==== Data in this exercise ====

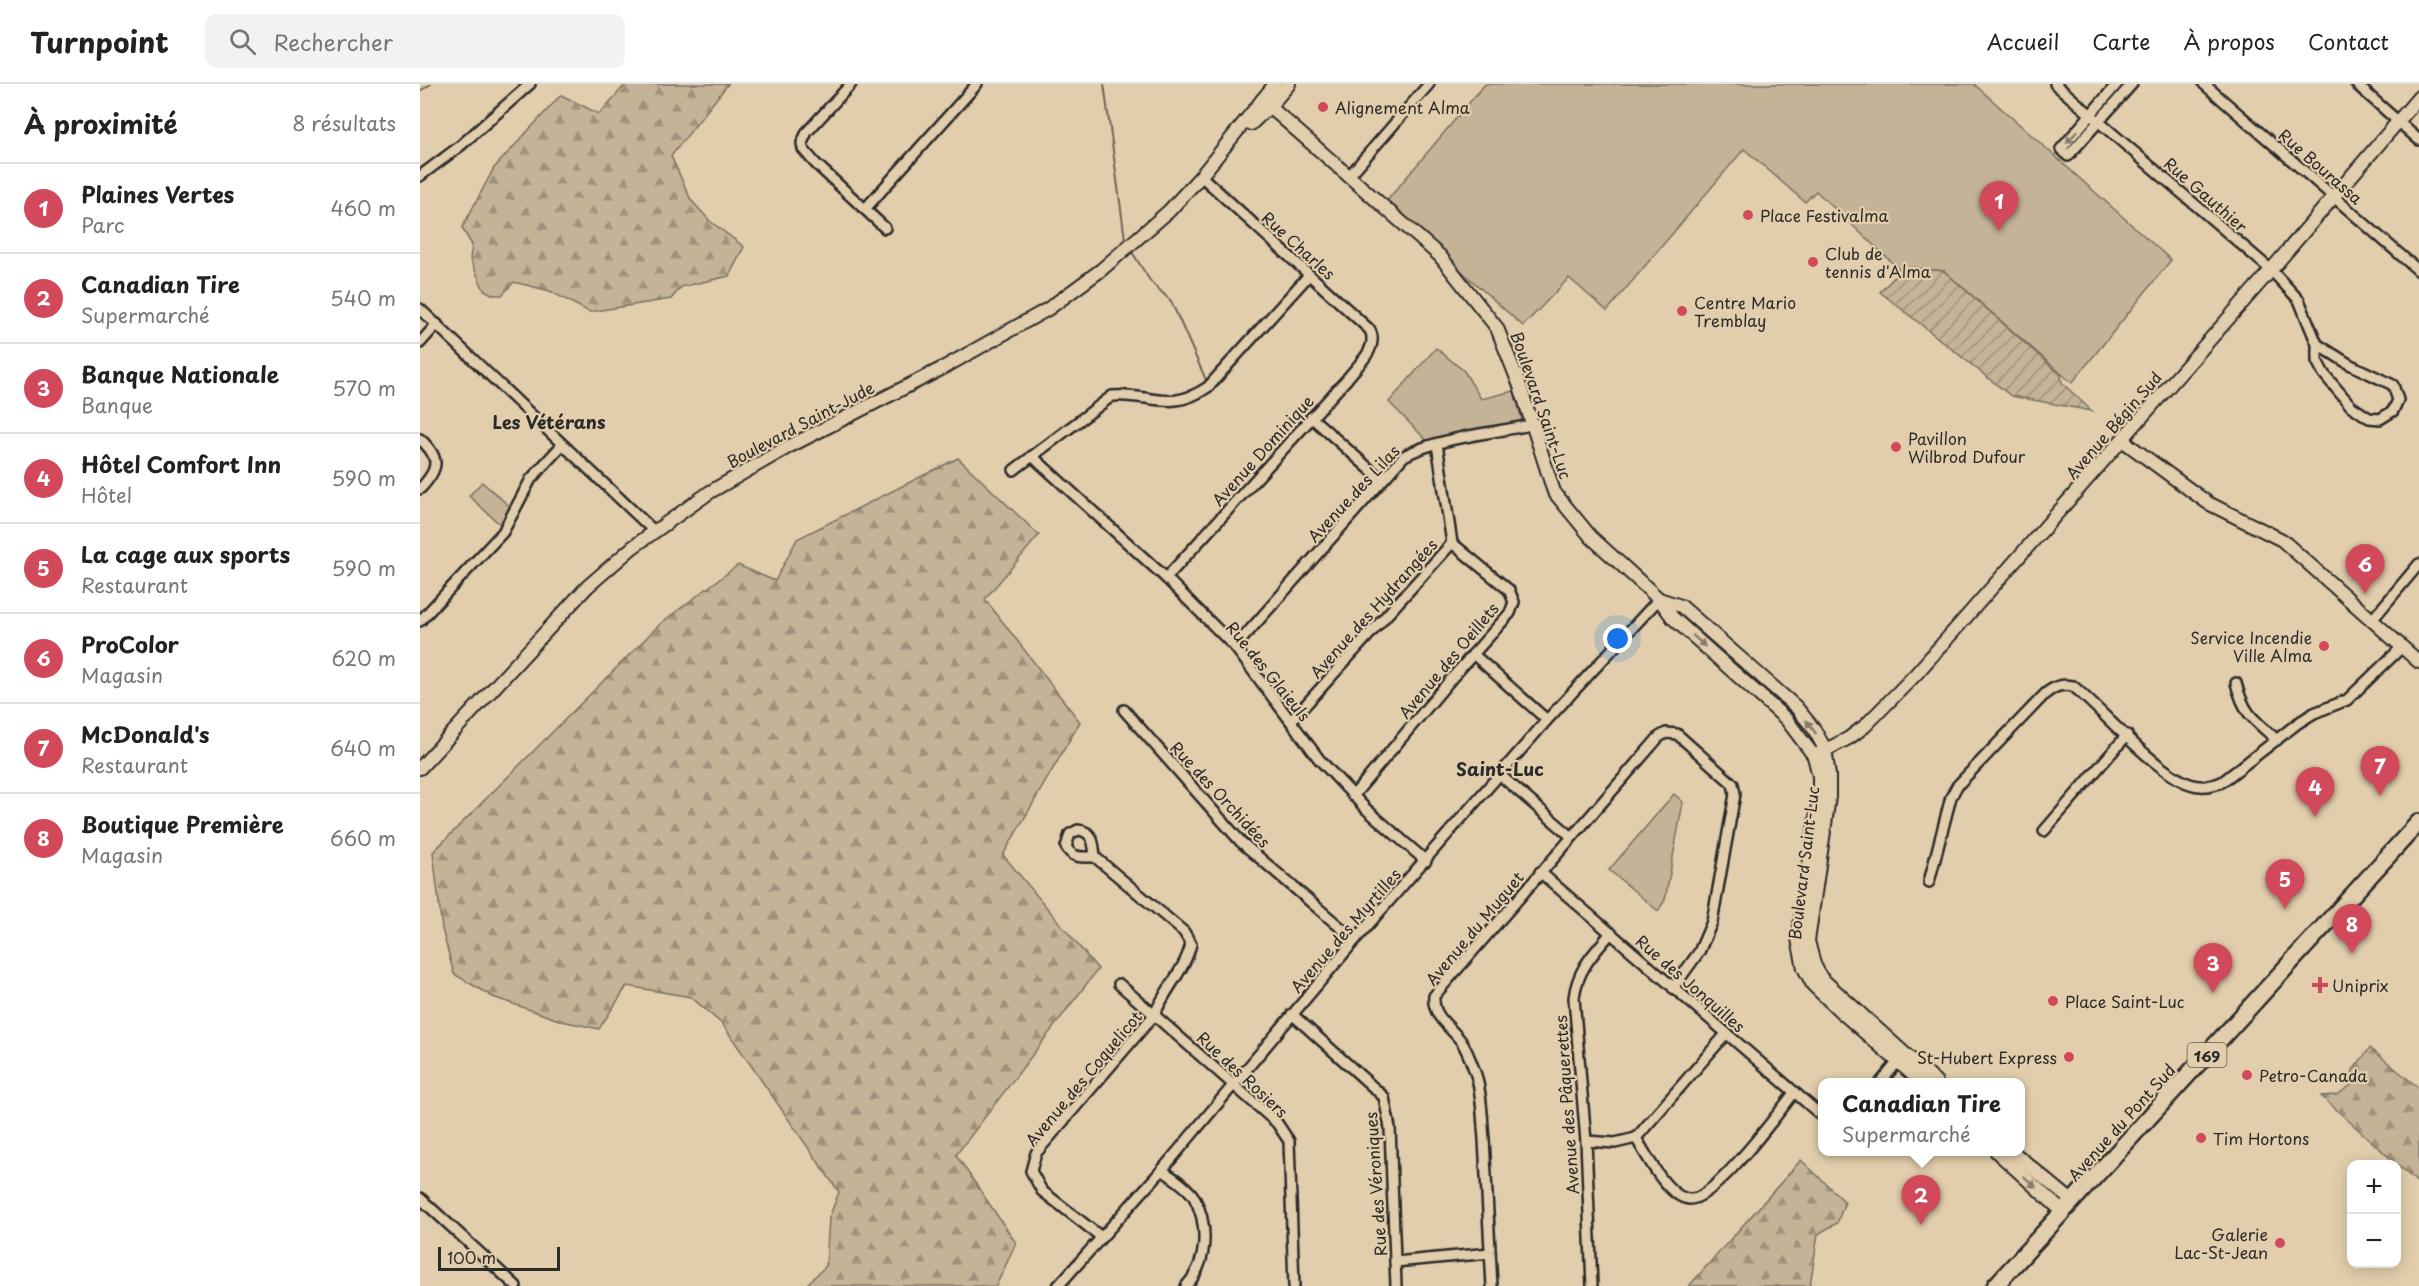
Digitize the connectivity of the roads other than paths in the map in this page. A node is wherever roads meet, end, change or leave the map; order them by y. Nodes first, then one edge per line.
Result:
1 (530, 84) edge
2 (852, 84) edge
3 (977, 84) edge
4 (1275, 84) edge
5 (1289, 84) edge
6 (1429, 84) edge
7 (2055, 84) edge
8 (2117, 84) edge
9 (2133, 84) edge
10 (2204, 84) edge
11 (2356, 84) edge
12 (2419, 97) edge
13 (1266, 103) junction
14 (2091, 116) junction
15 (2100, 122) junction
16 (2398, 122) junction
17 (2419, 140) edge
18 (420, 176) edge
19 (1201, 176) junction
20 (1349, 176) junction
21 (2334, 197) junction
22 (865, 209) junction
23 (885, 228) dead end
24 (2271, 270) junction
25 (2419, 271) edge
26 (1309, 275) junction
27 (420, 309) edge
28 (437, 324) junction
29 (1374, 338) joint
30 (420, 343) edge
31 (2317, 344) junction
32 (1311, 417) junction
33 (1531, 425) junction
34 (420, 439) edge
35 (2122, 440) junction
36 (1437, 444) junction
37 (562, 445) junction
38 (1032, 456) junction
39 (1014, 470) dead end
40 (1382, 480) junction
41 (420, 489) edge
42 (655, 532) junction
43 (1452, 543) junction
44 (2419, 564) edge
45 (1166, 578) junction
46 (1659, 599) junction
47 (2372, 620) junction
48 (420, 621) edge
49 (1235, 647) junction
50 (2402, 648) junction
51 (1473, 654) junction
52 (2419, 662) edge
53 (2236, 682) dead end
54 (1124, 710) dead end
55 (1547, 720) junction
56 (1291, 721) junction
57 (2127, 735) junction
58 (2277, 740) junction
59 (1820, 752) junction
60 (420, 768) edge
61 (1500, 775) junction
62 (1353, 796) junction
63 (2419, 822) edge
64 (2044, 831) dead end
65 (2419, 835) edge
66 (1572, 837) junction
67 (1095, 857) dead end
68 (1426, 861) junction
69 (1540, 872) junction
70 (1929, 882) dead end
71 (1611, 933) junction
72 (1355, 940) junction
73 (1119, 984) dead end
74 (1673, 988) junction
75 (1155, 1014) junction
76 (1292, 1014) junction
77 (1726, 1034) junction
78 (1901, 1058) junction
79 (1885, 1078) edge
80 (1917, 1078) edge
81 (1929, 1078) edge
82 (1233, 1083) junction
83 (1794, 1093) junction
84 (1818, 1113) edge
85 (1636, 1138) junction
86 (1586, 1141) junction
87 (2002, 1156) edge
88 (2017, 1156) edge
89 (1162, 1170) junction
90 (420, 1198) edge
91 (2068, 1207) junction
92 (1100, 1236) junction
93 (1490, 1253) junction
94 (1395, 1262) junction
95 (516, 1286) edge
96 (1058, 1286) edge
97 (1186, 1286) edge
98 (1294, 1286) edge
99 (1396, 1286) edge
100 (1492, 1286) edge
101 (1592, 1286) edge
102 (1995, 1286) edge
103 (2005, 1286) edge

1 - 18 street
2 - 22 street
3 - 22 street
4 - 13 street, Boulevard Saint-Jude
5 - 13 street, Boulevard Saint-Jude
6 - 20 street
7 - 14 street, Rue Gauthier
8 - 14 street
9 - 15 street
10 - 21 street, Rue Bourassa
11 - 16 street
12 - 16 street, Avenue Bégin Sud
13 - 19 street, Boulevard Saint-Jude
13 - 20 street, Boulevard Saint-Luc
14 - 15 street, Rue Gauthier
14 -> 15 street
15 - 24 street, Rue Gauthier
16 - 17 street
16 - 21 street, Avenue Bégin Sud
19 - 26 street, Rue Charles
19 - 42 street, Boulevard Saint-Jude
20 - 33 street, Boulevard Saint-Luc
21 - 24 street, Avenue Bégin Sud
21 - 25 street, Rue Bourassa
22 - 23 street
24 - 31 street, Rue Gauthier
24 - 35 street, Avenue Bégin Sud
26 - 29 street, Rue Charles
26 - 38 street
27 - 28 street
28 - 30 street
28 - 37 street
29 - 32 street, Avenue Dominique
31 - 31 street, Rue Gauthier
32 - 40 street
32 - 45 street, Avenue Dominique
33 - 36 street, Avenue des Lilas
33 - 46 street, Boulevard Saint-Luc
34 - 41 street
35 - 47 street
35 - 59 street, Avenue Bégin Sud
36 - 40 street, Avenue des Lilas
36 - 43 street
37 - 42 street
37 - 48 street
38 - 39 street
38 - 45 street, Rue des Glaieuls
40 - 49 street, Avenue des Lilas
42 - 60 street, Boulevard Saint-Jude
43 - 51 street, Avenue des Oeillets
43 - 56 street, Avenue des Hydrangées
44 - 47 street
45 - 49 street, Rue des Glaieuls
46 - 55 street, Avenue des Myrtilles
46 - 59 street, Boulevard Saint-Luc
47 - 50 street
49 - 56 street, Rue des Glaieuls
50 - 52 street
50 - 58 street
51 - 55 street
51 - 62 street, Avenue des Oeillets
53 - 58 street
54 - 72 street, Rue des Orchidées
55 - 61 street, Avenue des Myrtilles
56 - 62 street, Rue des Glaieuls
57 - 58 street
57 - 64 street
57 - 70 street
59 - 78 street, Boulevard Saint-Luc
61 - 66 street
61 - 68 street, Avenue des Myrtilles
62 - 68 street, Rue des Glaieuls
63 - 91 main road, Avenue du Pont Sud / 169
65 - 103 main road, Avenue du Pont Sud / 169
66 - 69 street, Avenue du Muguet
66 - 74 street, Avenue du Muguet
67 - 75 street, Avenue des Coquelicot
68 - 72 street, Avenue des Myrtilles
69 - 71 street, Rue des Jonquilles
69 - 93 street, Avenue du Muguet
71 - 74 street, Rue des Jonquilles
71 - 86 street, Avenue des Pâquerettes
72 - 76 street, Avenue des Myrtilles
73 - 75 street, Rue des Rosiers
74 - 77 street, Rue des Jonquilles
75 - 82 street, Rue des Rosiers
75 - 92 street, Avenue des Coquelicot
76 - 82 street, Avenue des Myrtilles
76 - 94 street, Rue des Véroniques
77 - 83 street, Rue des Jonquilles
77 - 85 street
78 - 79 street
78 - 80 street, Boulevard Saint-Luc
78 - 81 street, Boulevard Saint-Luc
82 - 89 street, Avenue des Myrtilles
82 - 98 street, Rue des Rosiers
83 - 84 street, Rue des Jonquilles
83 - 85 street
85 - 86 street
86 - 101 street, Avenue des Pâquerettes
87 -> 91 street
88 - 91 street
89 - 92 street, Avenue des Myrtilles
89 - 97 street
90 - 95 street
91 - 102 main road, Avenue du Pont Sud / 169
92 - 96 street, Avenue des Myrtilles
93 - 94 street
93 - 100 street, Avenue du Muguet
94 - 99 street, Rue des Véroniques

====

How to complete this task ->
Output all the entries above verbatim, please. No images.

Task response ->
Digitize the connectivity of the roads other than paths in the map in this page. A node is wherever roads meet, end, change or leave the map; order them by y. Nodes first, then one edge per line.
Result:
1 (530, 84) edge
2 (852, 84) edge
3 (977, 84) edge
4 (1275, 84) edge
5 (1289, 84) edge
6 (1429, 84) edge
7 (2055, 84) edge
8 (2117, 84) edge
9 (2133, 84) edge
10 (2204, 84) edge
11 (2356, 84) edge
12 (2419, 97) edge
13 (1266, 103) junction
14 (2091, 116) junction
15 (2100, 122) junction
16 (2398, 122) junction
17 (2419, 140) edge
18 (420, 176) edge
19 (1201, 176) junction
20 (1349, 176) junction
21 (2334, 197) junction
22 (865, 209) junction
23 (885, 228) dead end
24 (2271, 270) junction
25 (2419, 271) edge
26 (1309, 275) junction
27 (420, 309) edge
28 (437, 324) junction
29 (1374, 338) joint
30 (420, 343) edge
31 (2317, 344) junction
32 (1311, 417) junction
33 (1531, 425) junction
34 (420, 439) edge
35 (2122, 440) junction
36 (1437, 444) junction
37 (562, 445) junction
38 (1032, 456) junction
39 (1014, 470) dead end
40 (1382, 480) junction
41 (420, 489) edge
42 (655, 532) junction
43 (1452, 543) junction
44 (2419, 564) edge
45 (1166, 578) junction
46 (1659, 599) junction
47 (2372, 620) junction
48 (420, 621) edge
49 (1235, 647) junction
50 (2402, 648) junction
51 (1473, 654) junction
52 (2419, 662) edge
53 (2236, 682) dead end
54 (1124, 710) dead end
55 (1547, 720) junction
56 (1291, 721) junction
57 (2127, 735) junction
58 (2277, 740) junction
59 (1820, 752) junction
60 (420, 768) edge
61 (1500, 775) junction
62 (1353, 796) junction
63 (2419, 822) edge
64 (2044, 831) dead end
65 (2419, 835) edge
66 (1572, 837) junction
67 (1095, 857) dead end
68 (1426, 861) junction
69 (1540, 872) junction
70 (1929, 882) dead end
71 (1611, 933) junction
72 (1355, 940) junction
73 (1119, 984) dead end
74 (1673, 988) junction
75 (1155, 1014) junction
76 (1292, 1014) junction
77 (1726, 1034) junction
78 (1901, 1058) junction
79 (1885, 1078) edge
80 (1917, 1078) edge
81 (1929, 1078) edge
82 (1233, 1083) junction
83 (1794, 1093) junction
84 (1818, 1113) edge
85 (1636, 1138) junction
86 (1586, 1141) junction
87 (2002, 1156) edge
88 (2017, 1156) edge
89 (1162, 1170) junction
90 (420, 1198) edge
91 (2068, 1207) junction
92 (1100, 1236) junction
93 (1490, 1253) junction
94 (1395, 1262) junction
95 (516, 1286) edge
96 (1058, 1286) edge
97 (1186, 1286) edge
98 (1294, 1286) edge
99 (1396, 1286) edge
100 (1492, 1286) edge
101 (1592, 1286) edge
102 (1995, 1286) edge
103 (2005, 1286) edge

1 - 18 street
2 - 22 street
3 - 22 street
4 - 13 street, Boulevard Saint-Jude
5 - 13 street, Boulevard Saint-Jude
6 - 20 street
7 - 14 street, Rue Gauthier
8 - 14 street
9 - 15 street
10 - 21 street, Rue Bourassa
11 - 16 street
12 - 16 street, Avenue Bégin Sud
13 - 19 street, Boulevard Saint-Jude
13 - 20 street, Boulevard Saint-Luc
14 - 15 street, Rue Gauthier
14 -> 15 street
15 - 24 street, Rue Gauthier
16 - 17 street
16 - 21 street, Avenue Bégin Sud
19 - 26 street, Rue Charles
19 - 42 street, Boulevard Saint-Jude
20 - 33 street, Boulevard Saint-Luc
21 - 24 street, Avenue Bégin Sud
21 - 25 street, Rue Bourassa
22 - 23 street
24 - 31 street, Rue Gauthier
24 - 35 street, Avenue Bégin Sud
26 - 29 street, Rue Charles
26 - 38 street
27 - 28 street
28 - 30 street
28 - 37 street
29 - 32 street, Avenue Dominique
31 - 31 street, Rue Gauthier
32 - 40 street
32 - 45 street, Avenue Dominique
33 - 36 street, Avenue des Lilas
33 - 46 street, Boulevard Saint-Luc
34 - 41 street
35 - 47 street
35 - 59 street, Avenue Bégin Sud
36 - 40 street, Avenue des Lilas
36 - 43 street
37 - 42 street
37 - 48 street
38 - 39 street
38 - 45 street, Rue des Glaieuls
40 - 49 street, Avenue des Lilas
42 - 60 street, Boulevard Saint-Jude
43 - 51 street, Avenue des Oeillets
43 - 56 street, Avenue des Hydrangées
44 - 47 street
45 - 49 street, Rue des Glaieuls
46 - 55 street, Avenue des Myrtilles
46 - 59 street, Boulevard Saint-Luc
47 - 50 street
49 - 56 street, Rue des Glaieuls
50 - 52 street
50 - 58 street
51 - 55 street
51 - 62 street, Avenue des Oeillets
53 - 58 street
54 - 72 street, Rue des Orchidées
55 - 61 street, Avenue des Myrtilles
56 - 62 street, Rue des Glaieuls
57 - 58 street
57 - 64 street
57 - 70 street
59 - 78 street, Boulevard Saint-Luc
61 - 66 street
61 - 68 street, Avenue des Myrtilles
62 - 68 street, Rue des Glaieuls
63 - 91 main road, Avenue du Pont Sud / 169
65 - 103 main road, Avenue du Pont Sud / 169
66 - 69 street, Avenue du Muguet
66 - 74 street, Avenue du Muguet
67 - 75 street, Avenue des Coquelicot
68 - 72 street, Avenue des Myrtilles
69 - 71 street, Rue des Jonquilles
69 - 93 street, Avenue du Muguet
71 - 74 street, Rue des Jonquilles
71 - 86 street, Avenue des Pâquerettes
72 - 76 street, Avenue des Myrtilles
73 - 75 street, Rue des Rosiers
74 - 77 street, Rue des Jonquilles
75 - 82 street, Rue des Rosiers
75 - 92 street, Avenue des Coquelicot
76 - 82 street, Avenue des Myrtilles
76 - 94 street, Rue des Véroniques
77 - 83 street, Rue des Jonquilles
77 - 85 street
78 - 79 street
78 - 80 street, Boulevard Saint-Luc
78 - 81 street, Boulevard Saint-Luc
82 - 89 street, Avenue des Myrtilles
82 - 98 street, Rue des Rosiers
83 - 84 street, Rue des Jonquilles
83 - 85 street
85 - 86 street
86 - 101 street, Avenue des Pâquerettes
87 -> 91 street
88 - 91 street
89 - 92 street, Avenue des Myrtilles
89 - 97 street
90 - 95 street
91 - 102 main road, Avenue du Pont Sud / 169
92 - 96 street, Avenue des Myrtilles
93 - 94 street
93 - 100 street, Avenue du Muguet
94 - 99 street, Rue des Véroniques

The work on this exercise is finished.